François-Henri Désérable aime à changer d’univers à chaque nouveau roman, en demeurant fidèle à Gallimard. Le remarqué Tu montreras ma tête au peuple, sous la révolution, Évariste, la vie romancée du brillant mathématicien Évariste Gallois, Un certain M. Piekielny, personnage échappé de La Promesse de l’aube de Romain Gary, ont tous fait l’objet de nombreux prix. Titre d’un poème de Paul Verlaine, Mon maître et mon vainqueur est désormais aussi celui du dernier roman de l’ex-hockeyeur professionnel, une histoire d’amour insoluble au XXIe siècle. La critique et l’avis.
Mon maitre et mon vainqueur, d’un poème de Verlaine au livre
Le narrateur, projeté dans le bureau d’un juge d’instruction, déjà rencontré par certains lecteurs puisque emprunté à Tanguy Viel dans son Article 353 du code pénal, doit témoigner sur une affaire concernant ses deux meilleurs amis, Tina et Vasco. Rien ne dit précisément pourquoi il a été convoqué. Peut-être s’agit il d’un accident, d’un suicide ou d’un meurtre. La seule chose qu’il sait, c’est que Vasco se sentant menacé, avait acquis une petite matraque télescopique, à défaut de pouvoir acquérir une arme de poing chez un armurier.

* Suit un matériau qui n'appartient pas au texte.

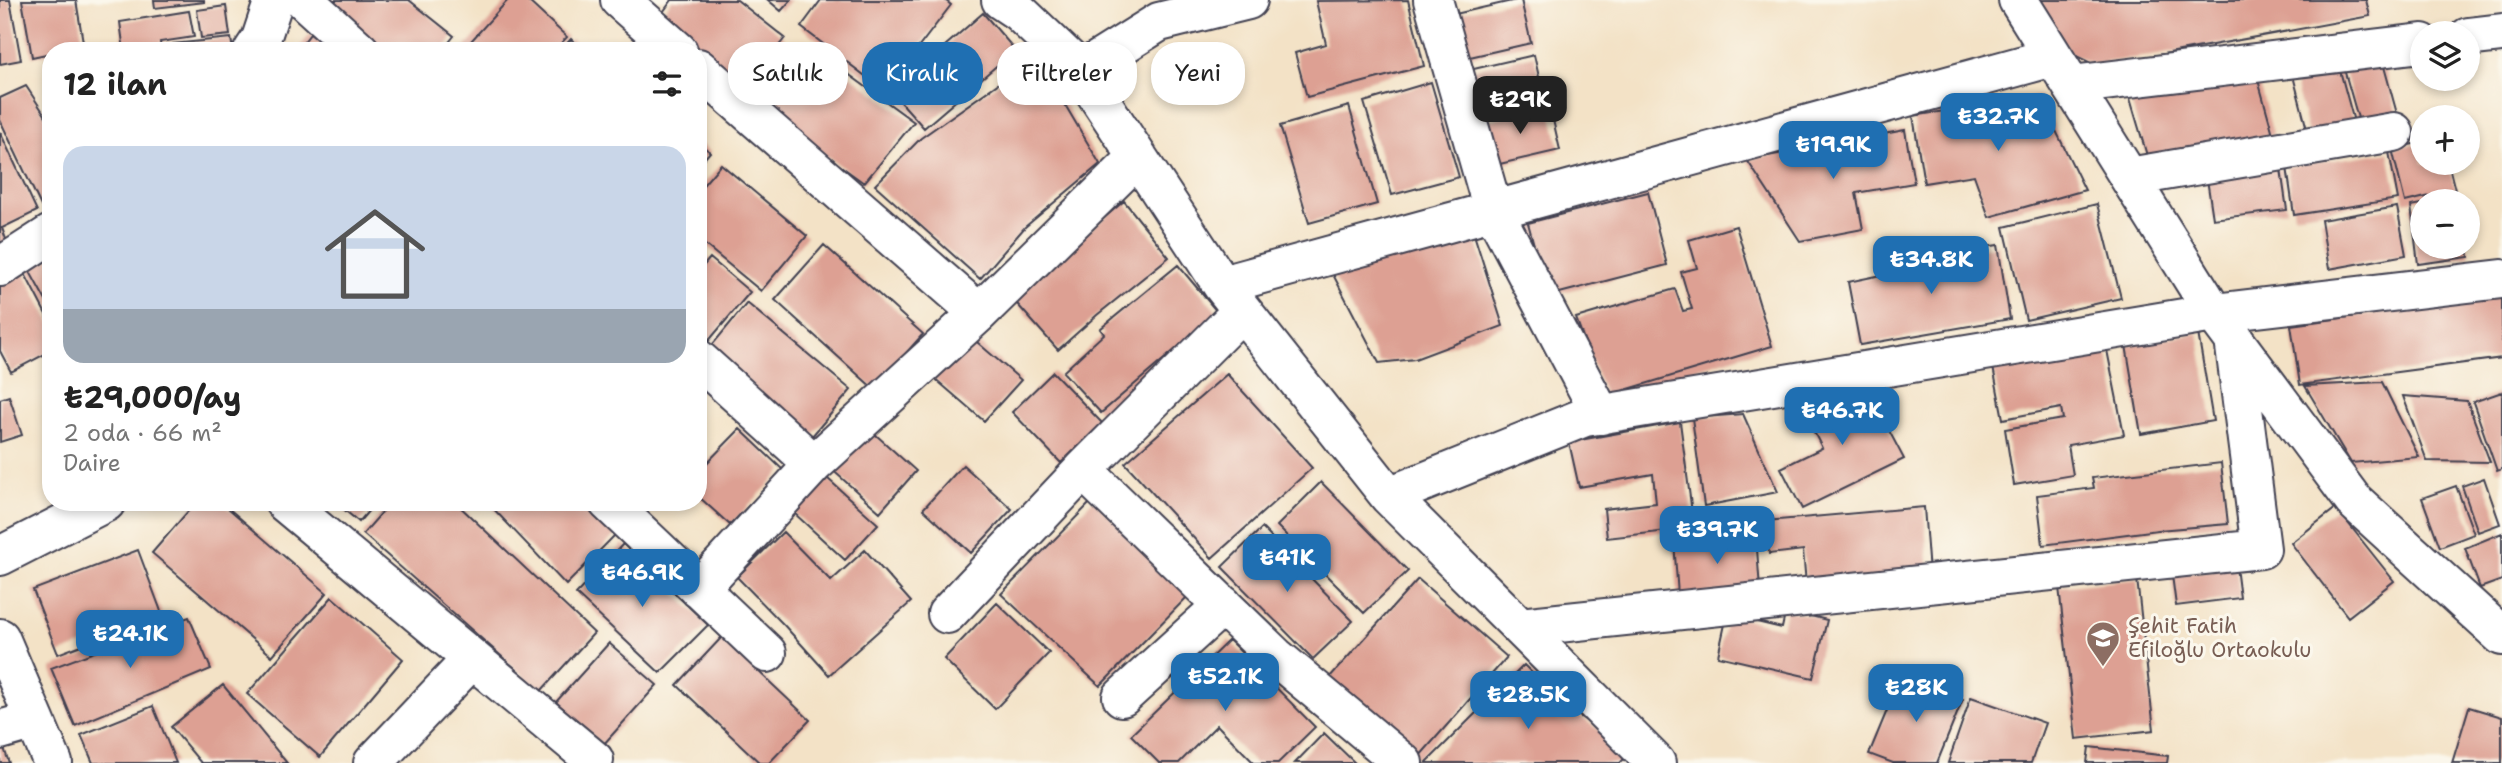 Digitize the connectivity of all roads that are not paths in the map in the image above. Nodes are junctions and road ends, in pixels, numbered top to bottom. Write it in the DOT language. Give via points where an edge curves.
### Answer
graph roads {
  1 [pos="274,0"];
  2 [pos="304,0"];
  3 [pos="620,0"];
  4 [pos="1001,0"];
  5 [pos="1248,0"];
  6 [pos="1433,0"];
  7 [pos="2018,0"];
  8 [pos="2502,33"];
  9 [pos="2480,36"];
  10 [pos="259,42"];
  11 [pos="350,42"];
  12 [pos="668,42"];
  13 [pos="1051,42"];
  14 [pos="1127,42"];
  15 [pos="2410,44"];
  16 [pos="2062,71"];
  17 [pos="707,76"];
  18 [pos="1104,105"];
  19 [pos="2394,132"];
  20 [pos="1138,157"];
  21 [pos="2129,177"];
  22 [pos="1493,210"];
  23 [pos="42,240"];
  24 [pos="0,267"];
  25 [pos="2502,279"];
  26 [pos="1232,298"];
  27 [pos="979,313"];
  28 [pos="2224,326"];
  29 [pos="707,367"];
  30 [pos="1601,415"];
  31 [pos="814,464"];
  32 [pos="1083,470"];
  33 [pos="1389,496"];
  34 [pos="88,511"];
  35 [pos="295,511"];
  36 [pos="617,511"];
  37 [pos="0,556"];
  38 [pos="699,589"];
  39 [pos="1223,605"];
  40 [pos="947,614"];
  41 [pos="1520,627"];
  42 [pos="2502,636"];
  43 [pos="0,638"];
  44 [pos="767,653"];
  45 [pos="472,659"];
  46 [pos="1122,697"];
  47 [pos="17,725"];
  48 [pos="594,760"];
  49 [pos="53,763"];
  50 [pos="373,763"];
  51 [pos="1403,763"];
  52 [pos="1656,763"];
  1 -- 10 [label="street"];
  2 -- 11 [label="street"];
  3 -- 12 [label="street"];
  4 -- 13 [label="street"];
  5 -- 14 [label="street" via="1159,22"];
  6 -- 22 [label="street"];
  7 -- 16 [label="street"];
  8 -- 9 [label="street"];
  15 -- 16 [label="street"];
  16 -- 21 [label="street"];
  16 -- 22 [label="street"];
  17 -- 27 [label="street"];
  18 -- 20 [label="street"];
  19 -- 21 [label="street"];
  20 -- 26 [label="street"];
  20 -- 27 [label="street"];
  21 -- 28 [label="street"];
  22 -- 26 [label="street"];
  22 -- 30 [label="street"];
  23 -- 24 [label="street"];
  25 -- 28 [label="street"];
  26 -- 32 [label="street"];
  26 -- 33 [label="street"];
  27 -- 31 [label="street"];
  28 -- 30 [label="street"];
  28 -- 41 [label="street" via="2262,549"];
  28 -- 42 [label="street" via="2353,500"];
  29 -- 31 [label="street"];
  30 -- 33 [label="street" via="1585,417"];
  31 -- 38 [label="street"];
  32 -- 39 [label="street"];
  32 -- 40 [label="street"];
  33 -- 41 [label="street"];
  34 -- 37 [label="street"];
  35 -- 45 [label="street"];
  36 -- 38 [label="street"];
  38 -- 44 [label="street"];
  39 -- 46 [label="street"];
  39 -- 51 [label="street" via="1275,656"];
  41 -- 52 [label="street"];
  43 -- 47 [label="street"];
  45 -- 48 [label="street"];
  45 -- 50 [label="street"];
  47 -- 49 [label="street"];
}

Tout va tourner autour d’un banal cahier Clairefontaine, grand format de 96 pages, sur la couverture duquel est écrit au feutre, « Mon maître et mon vainqueur ». Y sont réunis des poèmes et des haïkus, une vingtaine, qui constituent un véritable rébus de la vie de Vasco. Et il y a également le scellé no 1 constitué du Lefauchaux à six coups de calibre 7 mm, inoubliable pour son passé historique, qu’il a eu l’occasion de tenir en mains, mais il n’est pas question de l’évoquer avec le juge. Il lui faut éviter de nuire à Vasco en quoique ce soit.
Témoin et décrypteur des écrits de son ami, tel est le rôle assigné au narrateur. Il s’engage à ne pas mentir, mais rien ne l’oblige à être trop précis ou à tout devoir dire au juge. Rester flou ou incomplet, en se concentrant sur l’indispensable, telle est la ligne de conduite qu’il s’assigne. Mais pour le lecteur, la vie de Vasco, Vincent Ascot, est entièrement dévoilée ainsi que celle qui l’a ensorcelé dès leur première rencontre, Tina, jeune comédienne, qui lors d’un interview radiophonique n’hésita pas à déclamer des poèmes de Verlaine, dont elle est inconditionnelle, et de Rimbaud, plutôt que de parler de sa pièce ou d’elle même.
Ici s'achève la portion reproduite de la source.